‘Need to revive age-old farming methods’

Posted on Aug. 1, 2019 in Food and Water

The main findings of the study pertain to different aspects of farming, right from ploughing to selection of crops to sowing before a season and till the storage of grains at the end of a season.

DDS director PV Satheesh at press club in Hyderabad on Tuesday | Sathya keerthi

HYDERABAD:  A unique anthropological study conducted by agricultural universities to learn about the farming culture and practices of peasant farmers in Telangana, has thrown light on how indigenous practices can be incorporated into modern day farming. The study, called ‘Interfacing Farmers’ Science with Formal Science’ was conducted by agro-scientists Dr Uma Reddy, associate director of research at Regional Agricultural Search Station and Dr Suresh Reddy, associate professor at CESS, in collaboration with the Deccan Development Society (DDS). Held across 10 villages of Sangareddy, for a period of one year, the study attempts to capture the farming practices in terrains specific to Telangana.

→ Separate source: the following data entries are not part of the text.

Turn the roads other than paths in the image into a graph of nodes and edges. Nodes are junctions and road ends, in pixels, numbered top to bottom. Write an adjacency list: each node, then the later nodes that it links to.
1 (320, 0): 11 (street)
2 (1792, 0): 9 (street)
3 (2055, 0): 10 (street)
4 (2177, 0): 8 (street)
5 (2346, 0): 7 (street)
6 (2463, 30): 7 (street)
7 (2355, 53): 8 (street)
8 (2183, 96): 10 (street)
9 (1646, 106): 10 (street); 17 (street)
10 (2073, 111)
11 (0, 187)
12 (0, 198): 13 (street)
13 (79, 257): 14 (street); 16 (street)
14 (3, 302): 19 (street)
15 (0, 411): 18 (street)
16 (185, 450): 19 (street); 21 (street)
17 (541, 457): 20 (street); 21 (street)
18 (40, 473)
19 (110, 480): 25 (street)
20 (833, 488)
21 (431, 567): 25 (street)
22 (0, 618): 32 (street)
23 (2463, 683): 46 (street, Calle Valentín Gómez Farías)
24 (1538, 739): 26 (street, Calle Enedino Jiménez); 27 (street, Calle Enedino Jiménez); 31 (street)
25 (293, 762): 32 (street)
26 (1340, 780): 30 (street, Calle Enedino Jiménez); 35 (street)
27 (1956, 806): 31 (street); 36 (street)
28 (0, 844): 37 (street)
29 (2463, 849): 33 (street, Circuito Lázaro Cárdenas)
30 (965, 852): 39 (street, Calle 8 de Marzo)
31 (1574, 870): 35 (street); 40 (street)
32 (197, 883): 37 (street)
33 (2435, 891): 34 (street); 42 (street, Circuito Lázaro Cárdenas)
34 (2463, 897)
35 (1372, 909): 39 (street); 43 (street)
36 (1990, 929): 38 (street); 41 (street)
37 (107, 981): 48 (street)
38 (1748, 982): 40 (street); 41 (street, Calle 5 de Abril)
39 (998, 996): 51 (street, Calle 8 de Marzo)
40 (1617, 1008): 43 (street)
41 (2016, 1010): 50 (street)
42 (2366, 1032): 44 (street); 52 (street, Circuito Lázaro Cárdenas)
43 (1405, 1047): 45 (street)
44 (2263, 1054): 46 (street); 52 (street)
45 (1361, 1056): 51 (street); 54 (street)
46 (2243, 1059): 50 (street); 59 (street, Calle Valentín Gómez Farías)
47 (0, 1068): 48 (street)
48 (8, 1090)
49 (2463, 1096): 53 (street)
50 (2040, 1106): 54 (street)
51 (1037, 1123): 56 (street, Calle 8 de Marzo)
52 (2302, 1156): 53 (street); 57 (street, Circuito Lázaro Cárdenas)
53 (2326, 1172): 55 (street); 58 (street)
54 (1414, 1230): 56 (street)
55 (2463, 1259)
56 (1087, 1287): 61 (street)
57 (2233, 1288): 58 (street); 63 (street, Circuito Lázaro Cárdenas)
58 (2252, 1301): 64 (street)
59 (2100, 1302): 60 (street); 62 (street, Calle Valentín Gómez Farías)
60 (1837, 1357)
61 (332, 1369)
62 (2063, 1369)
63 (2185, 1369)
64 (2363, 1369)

The main findings of the study pertain to different aspects of farming, right from ploughing to selection of crops to sowing before a season and till the storage of grains at the end of a season. For instance, one successful outcome was that of using wooden plough and ploughing based on the kind of crop grown. “In soils where niger, rabi jowar and chickpeas are grown, ploughing is not mandatory,” finds the study. These crops are highly suitable for the dry conditions prevalent in Telangana.

The study also has a unique take on selection of a crop which, it says, must be specific not only to the soil, but also to the season. “If the season is delayed even by one or two days, the grain sown can respond differently. So we have different variants and different grains for cases when the rains come in advance or are delayed,” noted Chandramma, a septuagenarian, who owns three acres of land where she is presently cultivating pearl millet, horse gram etc due to the late onset of monsoon this year.

Meanwhile, policy researchers note that with the availability of this empirical data, more studies must be conducted on how all farmers may be incentivised to use such traditional knowledge. “We need schemes like Rythu Bandhu to incentivise organic farming which does not make use of chemicals,” opined PV Satheesh, director of DDS. Furthering the idea, B Suresh Reddy, of CESS noted,  “After the year-long research, it is evident that multi-cropping which was traditionally practised in the country is much better for the farmers.”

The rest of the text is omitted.